Definitions state that Happiness is an emotional state characterized by feelings of joy, satisfaction, contentment, and fulfillment. While happiness has many different definitions by many different people, it is often described as involving positive emotions and life satisfaction.
What strikes me here is, “positive emotions and life satisfaction.”
My friends, we talk about positive attitudes and staying strong no matter where our life is at that moment in time. Have you included this in your recipe for happiness?
Have we successfully balanced our emotions? Making sure there are more positive than negative emotions. Do we remain as positive as we can with that ”’tude?”
Life satisfaction is a hard reality when we are fighting with chronic lung disease and other disabilities, I understand. Do you think too much about your life in the past — relationships, work, achievements, and other things that used to be more important in terms of achieving your happiness?
I get it, but we can’t change the past and when we got sick, we must change our goals, the way we think in the present.
What is my recipe for your happiness now? Remember, I said you can add new ingredients to make any entrée taste and feel better through your own individual experiences and where you are in the moment and into the future.
Many people who are happy still feel the full range of adverse emotions — anger, frustration, boredom, loneliness and sadness. However, they have that underlying characteristic of being powerfully optimistic and can have a clearer way in which to deal with these adverse emotions. So Important. Turn a negative into a positive.
Personally, I decided a long time ago that I am not going to let negative vibes creep into my optimistic attitude in dealing with my chronic lung disease journey. Is it easy? No way! And I don’t want to appear that way, but I know what makes me happy, so I get to that place.
I meditate often and try to keep things in the proper perspective. Also, I add to this the list of ingredients above in my approach to staying happy. Staying diligent in my approach to every day helps me to always be thankful for another day.
Some may add wealth to their ingredients. Can wealth buy you happiness, or just a new set of things to worry about? For some it does enable them to give to charities along with donating their time to others. I know this does make me incredibly happy.

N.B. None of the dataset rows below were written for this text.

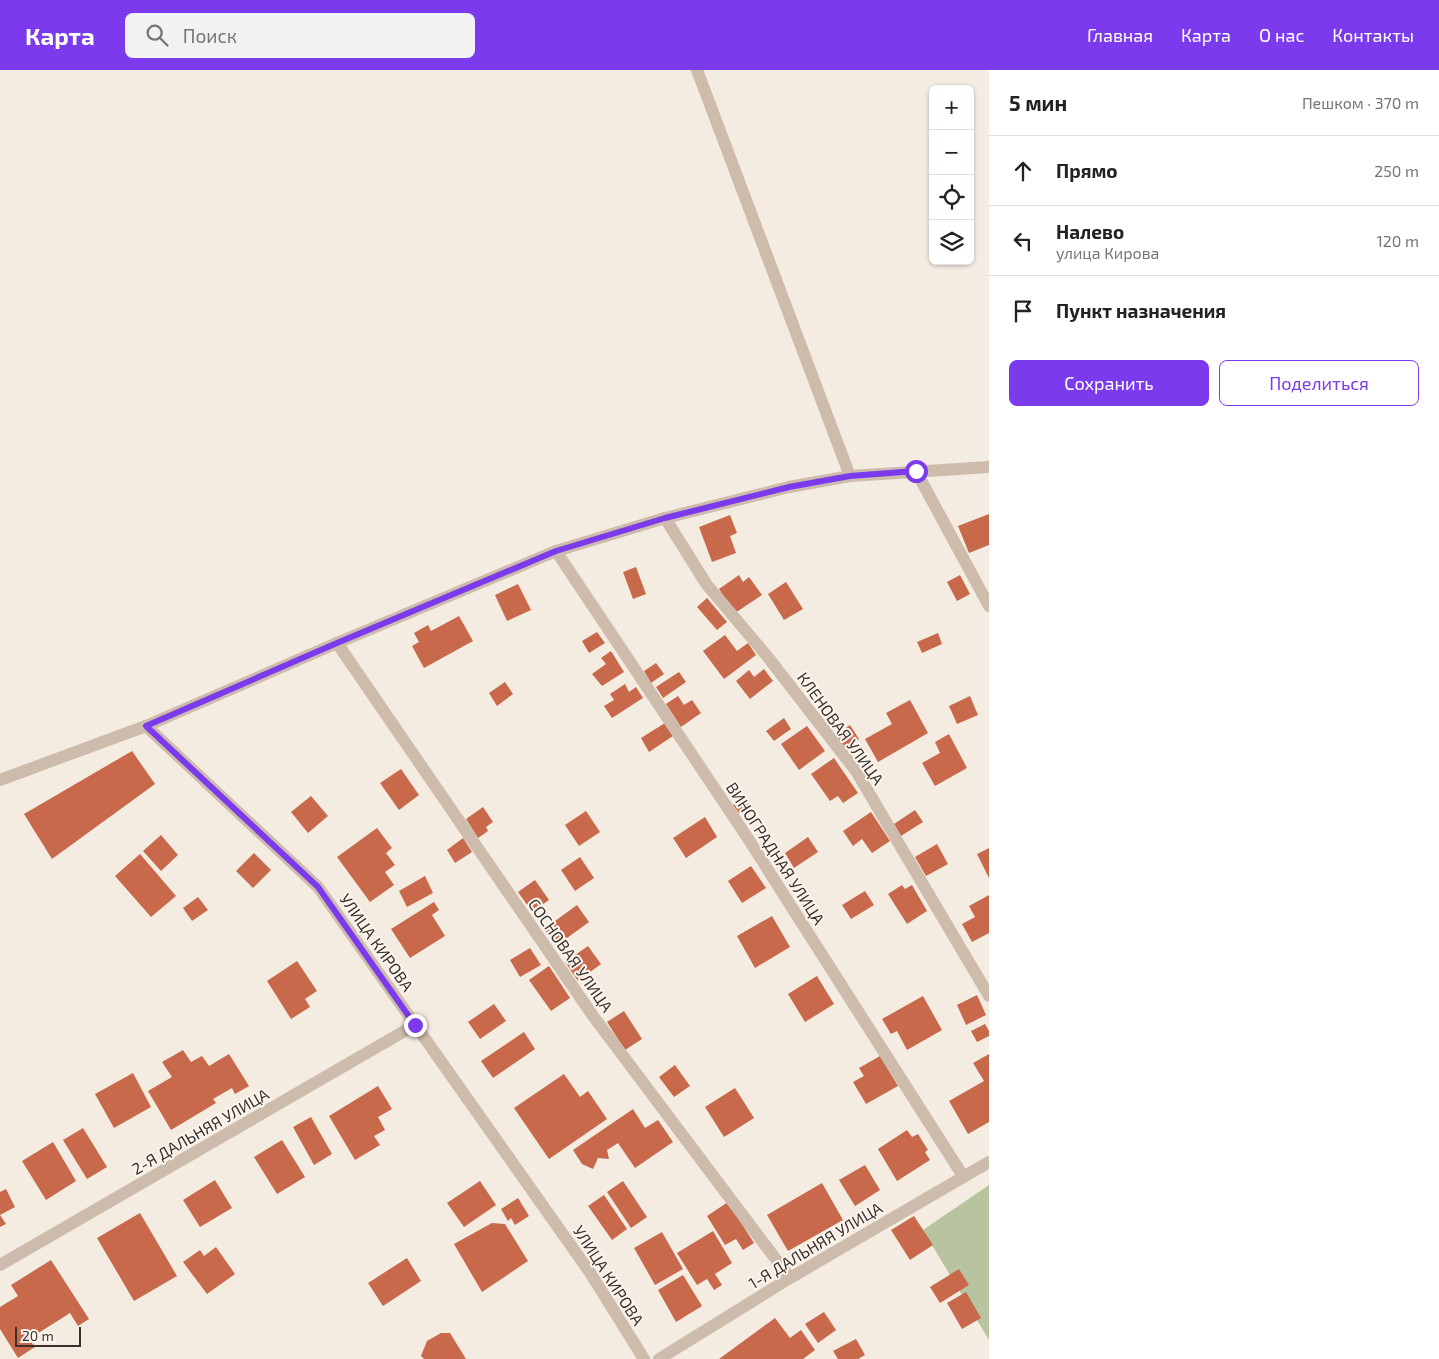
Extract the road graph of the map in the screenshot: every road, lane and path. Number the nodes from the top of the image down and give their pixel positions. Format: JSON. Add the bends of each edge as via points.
{"nodes":[{"id":1,"x":697,"y":70,"type":"edge"},
{"id":2,"x":989,"y":467,"type":"edge"},
{"id":3,"x":916,"y":471,"type":"junction"},
{"id":4,"x":850,"y":476,"type":"junction"},
{"id":5,"x":665,"y":518,"type":"junction"},
{"id":6,"x":556,"y":551,"type":"junction"},
{"id":7,"x":989,"y":606,"type":"edge"},
{"id":8,"x":337,"y":643,"type":"junction"},
{"id":9,"x":146,"y":726,"type":"junction"},
{"id":10,"x":0,"y":780,"type":"edge"},
{"id":11,"x":989,"y":996,"type":"edge"},
{"id":12,"x":415,"y":1025,"type":"junction"},
{"id":13,"x":989,"y":1162,"type":"edge"},
{"id":14,"x":964,"y":1176,"type":"junction"},
{"id":15,"x":0,"y":1265,"type":"edge"},
{"id":16,"x":790,"y":1278,"type":"junction"},
{"id":17,"x":644,"y":1359,"type":"edge"},
{"id":18,"x":659,"y":1359,"type":"edge"}],
"edges":[{"from":1,"to":4,"type":"street"},
{"from":2,"to":3,"type":"street"},
{"from":3,"to":4,"type":"street"},
{"from":3,"to":7,"type":"street"},
{"from":4,"to":5,"type":"street","via":[[789,487]]},
{"from":5,"to":6,"type":"street"},
{"from":5,"to":11,"type":"street","name":"КЛЕНОВАЯ УЛИЦА","via":[[707,585],[856,771]]},
{"from":6,"to":8,"type":"street"},
{"from":6,"to":14,"type":"street","name":"ВИНОГРАДНАЯ УЛИЦА","via":[[747,837]]},
{"from":8,"to":9,"type":"street"},
{"from":8,"to":16,"type":"street","name":"СОСНОВАЯ УЛИЦА","via":[[592,1016]]},
{"from":9,"to":10,"type":"street"},
{"from":9,"to":12,"type":"street","name":"УЛИЦА КИРОВА","via":[[318,887]]},
{"from":12,"to":15,"type":"street","name":"2-Я ДАЛЬНЯЯ УЛИЦА"},
{"from":12,"to":17,"type":"street","name":"УЛИЦА КИРОВА","via":[[591,1274]]},
{"from":13,"to":14,"type":"street","name":"1-Я ДАЛЬНЯЯ УЛИЦА"},
{"from":14,"to":16,"type":"street","name":"1-Я ДАЛЬНЯЯ УЛИЦА"},
{"from":16,"to":18,"type":"street","name":"1-Я ДАЛЬНЯЯ УЛИЦА"}]}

Don’t you like it when people are nice and sincere to you. Want to help, want to share in your journey, understanding it and helping you to achieve your goals? That can be a great ingredient to happiness.

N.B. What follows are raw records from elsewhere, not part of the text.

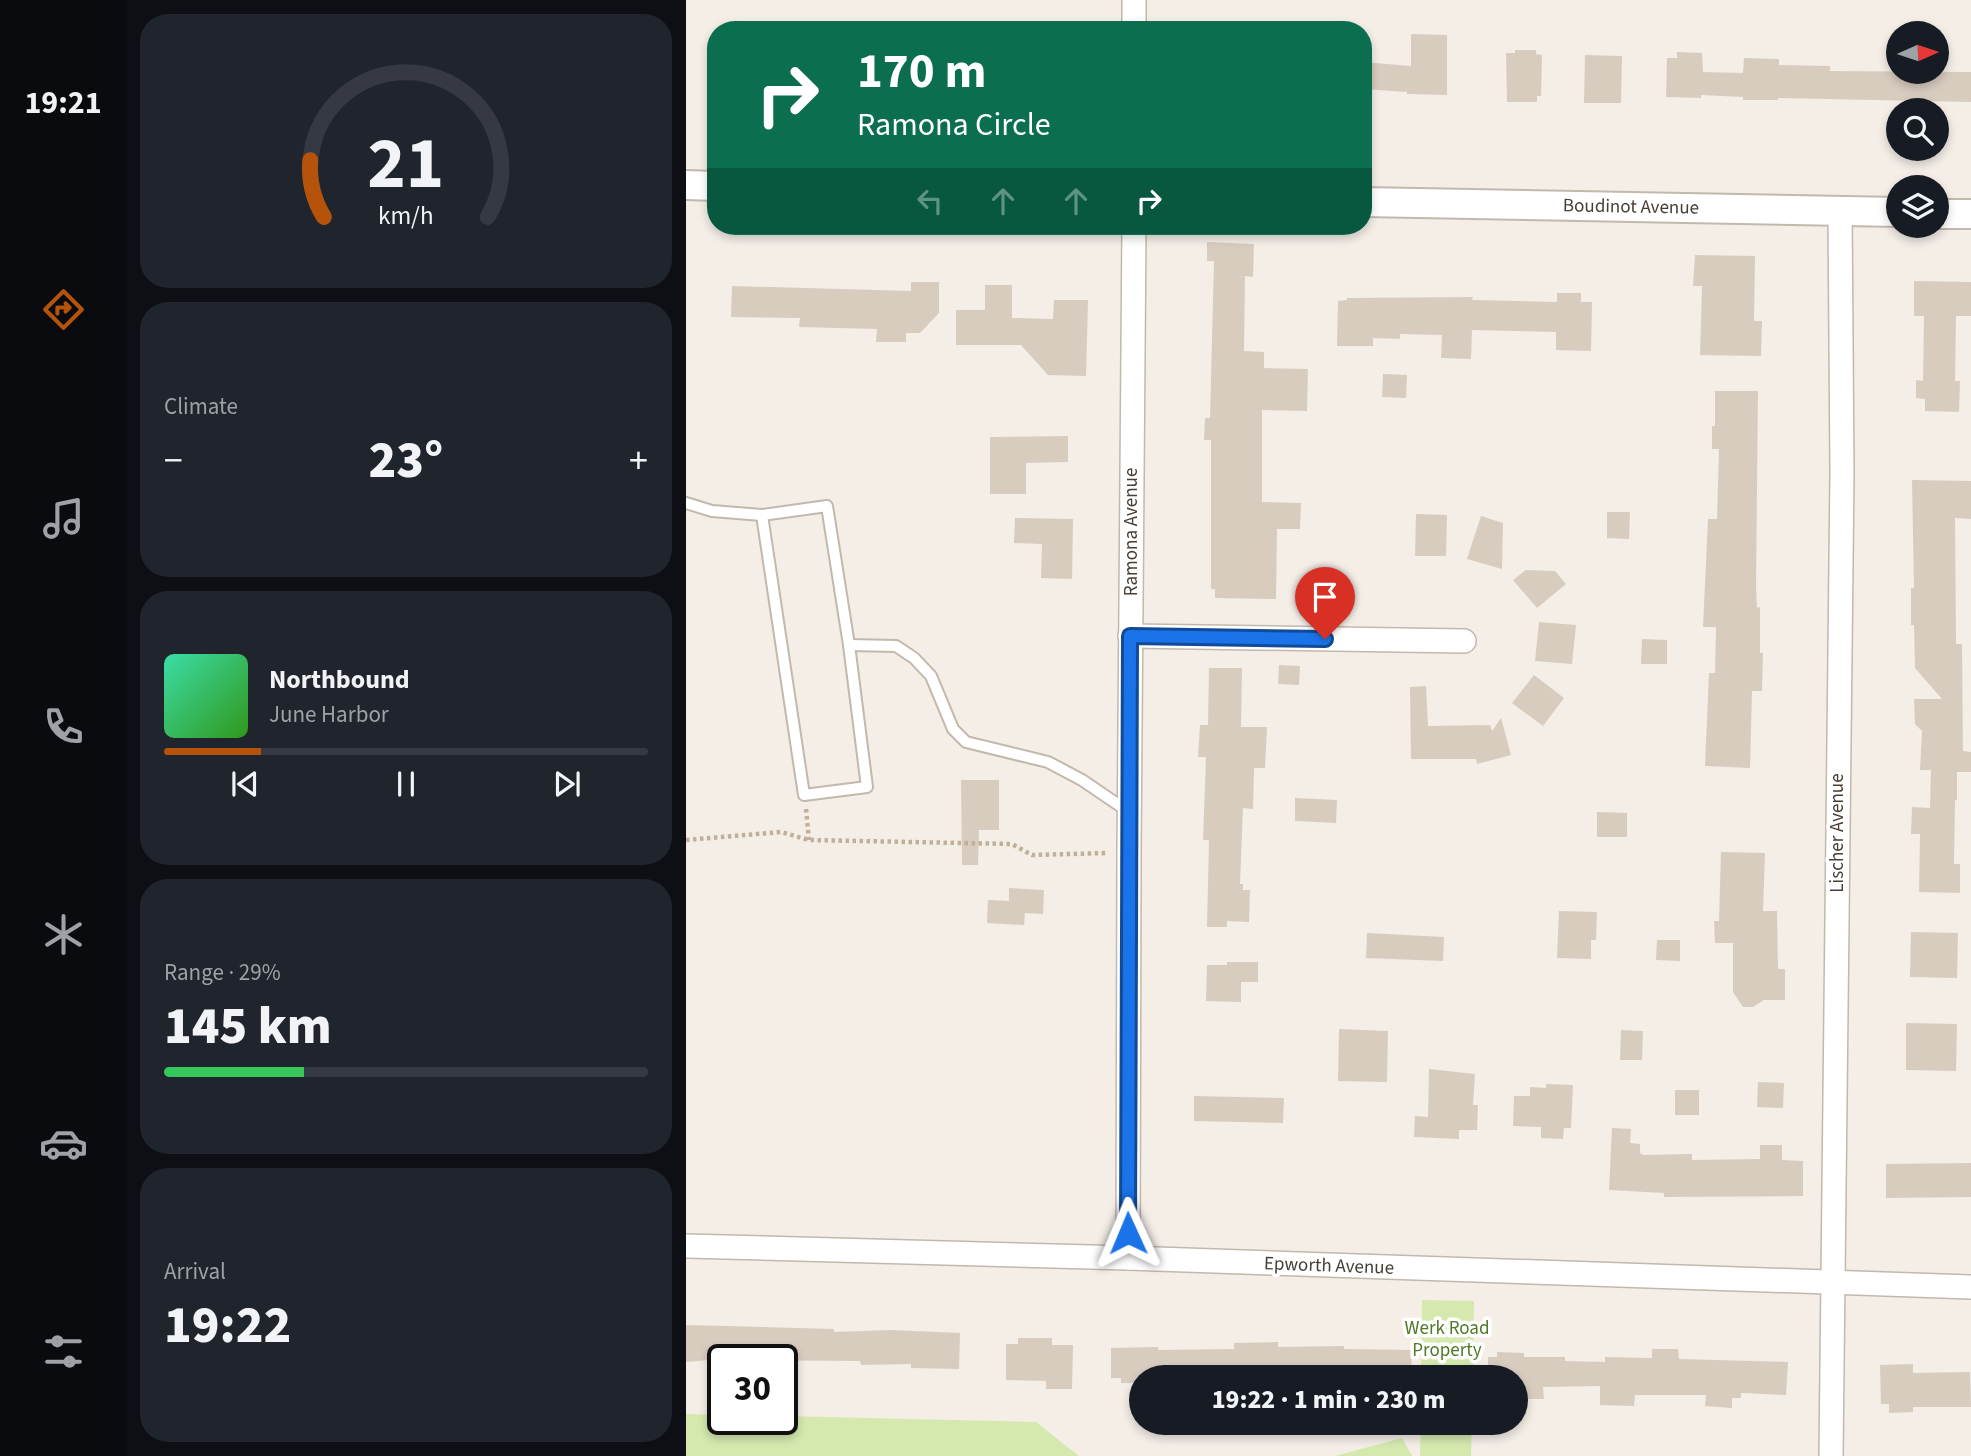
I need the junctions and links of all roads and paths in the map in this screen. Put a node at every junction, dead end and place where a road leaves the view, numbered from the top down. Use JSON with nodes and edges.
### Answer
{"nodes":[{"id":1,"x":1134,"y":0,"type":"edge"},
{"id":2,"x":1134,"y":21,"type":"edge"},
{"id":3,"x":686,"y":186,"type":"edge"},
{"id":4,"x":707,"y":186,"type":"edge"},
{"id":5,"x":1372,"y":202,"type":"edge"},
{"id":6,"x":1840,"y":211,"type":"junction"},
{"id":7,"x":1886,"y":212,"type":"edge"},
{"id":8,"x":1949,"y":214,"type":"edge"},
{"id":9,"x":1971,"y":214,"type":"edge"},
{"id":10,"x":1134,"y":235,"type":"edge"},
{"id":11,"x":686,"y":503,"type":"edge"},
{"id":12,"x":762,"y":515,"type":"junction"},
{"id":13,"x":1130,"y":636,"type":"junction"},
{"id":14,"x":1464,"y":641,"type":"dead end"},
{"id":15,"x":849,"y":645,"type":"junction"},
{"id":16,"x":804,"y":794,"type":"junction"},
{"id":17,"x":1129,"y":812,"type":"junction"},
{"id":18,"x":686,"y":840,"type":"edge"},
{"id":19,"x":809,"y":841,"type":"junction"},
{"id":20,"x":1129,"y":853,"type":"junction"},
{"id":21,"x":686,"y":1247,"type":"edge"},
{"id":22,"x":1128,"y":1258,"type":"junction"},
{"id":23,"x":1834,"y":1283,"type":"junction"},
{"id":24,"x":1971,"y":1287,"type":"edge"},
{"id":25,"x":1831,"y":1456,"type":"edge"}],
"edges":[{"from":1,"to":2,"type":"street"},
{"from":3,"to":4,"type":"street"},
{"from":5,"to":6,"type":"street","name":"Boudinot Avenue"},
{"from":6,"to":7,"type":"street","name":"Boudinot Avenue"},
{"from":6,"to":23,"type":"street","name":"Lischer Avenue"},
{"from":8,"to":9,"type":"street"},
{"from":10,"to":13,"type":"street","name":"Ramona Avenue"},
{"from":11,"to":12,"type":"lane"},
{"from":12,"to":15,"type":"lane"},
{"from":12,"to":16,"type":"lane"},
{"from":13,"to":14,"type":"street"},
{"from":13,"to":17,"type":"street","name":"Ramona Avenue"},
{"from":15,"to":16,"type":"lane"},
{"from":15,"to":17,"type":"lane"},
{"from":16,"to":19,"type":"path"},
{"from":17,"to":20,"type":"street","name":"Ramona Avenue"},
{"from":18,"to":19,"type":"path"},
{"from":19,"to":20,"type":"path"},
{"from":20,"to":22,"type":"street","name":"Ramona Avenue"},
{"from":21,"to":22,"type":"street","name":"Epworth Avenue"},
{"from":22,"to":23,"type":"street","name":"Epworth Avenue"},
{"from":23,"to":24,"type":"street","name":"Epworth Avenue"},
{"from":23,"to":25,"type":"street","name":"Lischer Avenue"}]}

But it starts with you. Will you share with those about your journey and what will make you happy in your current situation in life. You’ll find it’s not materialistic things, it’s the sincere kindness and positive emotions from them and you returning those same emotions — giving back to others.
Happiness is what you make of it my friends when you define and start making your recipe. And be sure to share your recipe with all of us.

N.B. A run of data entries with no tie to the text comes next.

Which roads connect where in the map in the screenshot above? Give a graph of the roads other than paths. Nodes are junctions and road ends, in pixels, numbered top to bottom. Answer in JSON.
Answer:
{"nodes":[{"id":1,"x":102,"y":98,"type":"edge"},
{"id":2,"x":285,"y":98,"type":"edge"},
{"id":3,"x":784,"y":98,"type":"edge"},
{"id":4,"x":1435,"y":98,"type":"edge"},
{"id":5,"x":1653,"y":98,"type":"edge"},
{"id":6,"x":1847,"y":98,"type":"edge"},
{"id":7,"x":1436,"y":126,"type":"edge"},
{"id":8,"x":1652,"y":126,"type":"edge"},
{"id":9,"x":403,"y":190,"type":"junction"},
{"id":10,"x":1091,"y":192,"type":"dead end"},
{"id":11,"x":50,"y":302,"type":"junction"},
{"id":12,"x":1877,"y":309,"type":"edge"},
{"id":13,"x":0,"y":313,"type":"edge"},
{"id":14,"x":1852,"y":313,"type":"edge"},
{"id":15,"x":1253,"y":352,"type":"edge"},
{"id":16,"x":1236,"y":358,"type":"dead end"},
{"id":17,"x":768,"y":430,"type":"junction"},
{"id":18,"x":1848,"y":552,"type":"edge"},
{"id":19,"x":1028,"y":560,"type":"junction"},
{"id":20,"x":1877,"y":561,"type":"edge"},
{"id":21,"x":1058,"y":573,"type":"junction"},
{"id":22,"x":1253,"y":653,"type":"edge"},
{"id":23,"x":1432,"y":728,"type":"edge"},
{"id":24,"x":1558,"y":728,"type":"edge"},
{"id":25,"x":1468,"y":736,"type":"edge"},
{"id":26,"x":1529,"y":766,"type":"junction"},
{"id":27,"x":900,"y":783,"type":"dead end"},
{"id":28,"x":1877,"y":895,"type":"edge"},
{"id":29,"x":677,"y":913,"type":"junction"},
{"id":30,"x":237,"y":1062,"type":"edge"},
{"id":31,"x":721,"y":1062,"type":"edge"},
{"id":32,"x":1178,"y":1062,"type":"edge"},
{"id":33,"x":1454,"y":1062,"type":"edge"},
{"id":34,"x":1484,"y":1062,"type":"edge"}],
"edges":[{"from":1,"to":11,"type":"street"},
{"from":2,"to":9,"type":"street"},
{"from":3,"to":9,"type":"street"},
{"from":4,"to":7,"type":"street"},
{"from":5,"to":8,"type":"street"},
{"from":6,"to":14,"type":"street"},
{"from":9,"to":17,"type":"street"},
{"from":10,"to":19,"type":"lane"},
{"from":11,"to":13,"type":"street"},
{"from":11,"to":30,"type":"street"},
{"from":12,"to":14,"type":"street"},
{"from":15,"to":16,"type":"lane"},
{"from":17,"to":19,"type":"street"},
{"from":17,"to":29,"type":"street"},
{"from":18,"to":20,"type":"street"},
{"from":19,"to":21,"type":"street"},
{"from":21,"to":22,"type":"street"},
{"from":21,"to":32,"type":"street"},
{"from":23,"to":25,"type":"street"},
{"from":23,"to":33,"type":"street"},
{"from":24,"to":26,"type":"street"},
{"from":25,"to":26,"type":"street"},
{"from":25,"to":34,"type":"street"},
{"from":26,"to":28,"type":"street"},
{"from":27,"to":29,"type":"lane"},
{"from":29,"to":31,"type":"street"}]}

Find your happiness my friends. You will live longer, enjoy life better and appreciate its good taste.
Till next time,
Love you all,
Bob Rawlins, 64, of Medina, Ohio, is a double lung transplant recipient and a patient advocate for those who suffer from respiratory diseases and have been prescribed supplemental oxygen therapy. He is husband to Terese and father to their 17-year-old triplets. He also has two grown twin sons and four grandchildren. He serves as a hospital volunteer, band dad and chaperone, and marketing guru.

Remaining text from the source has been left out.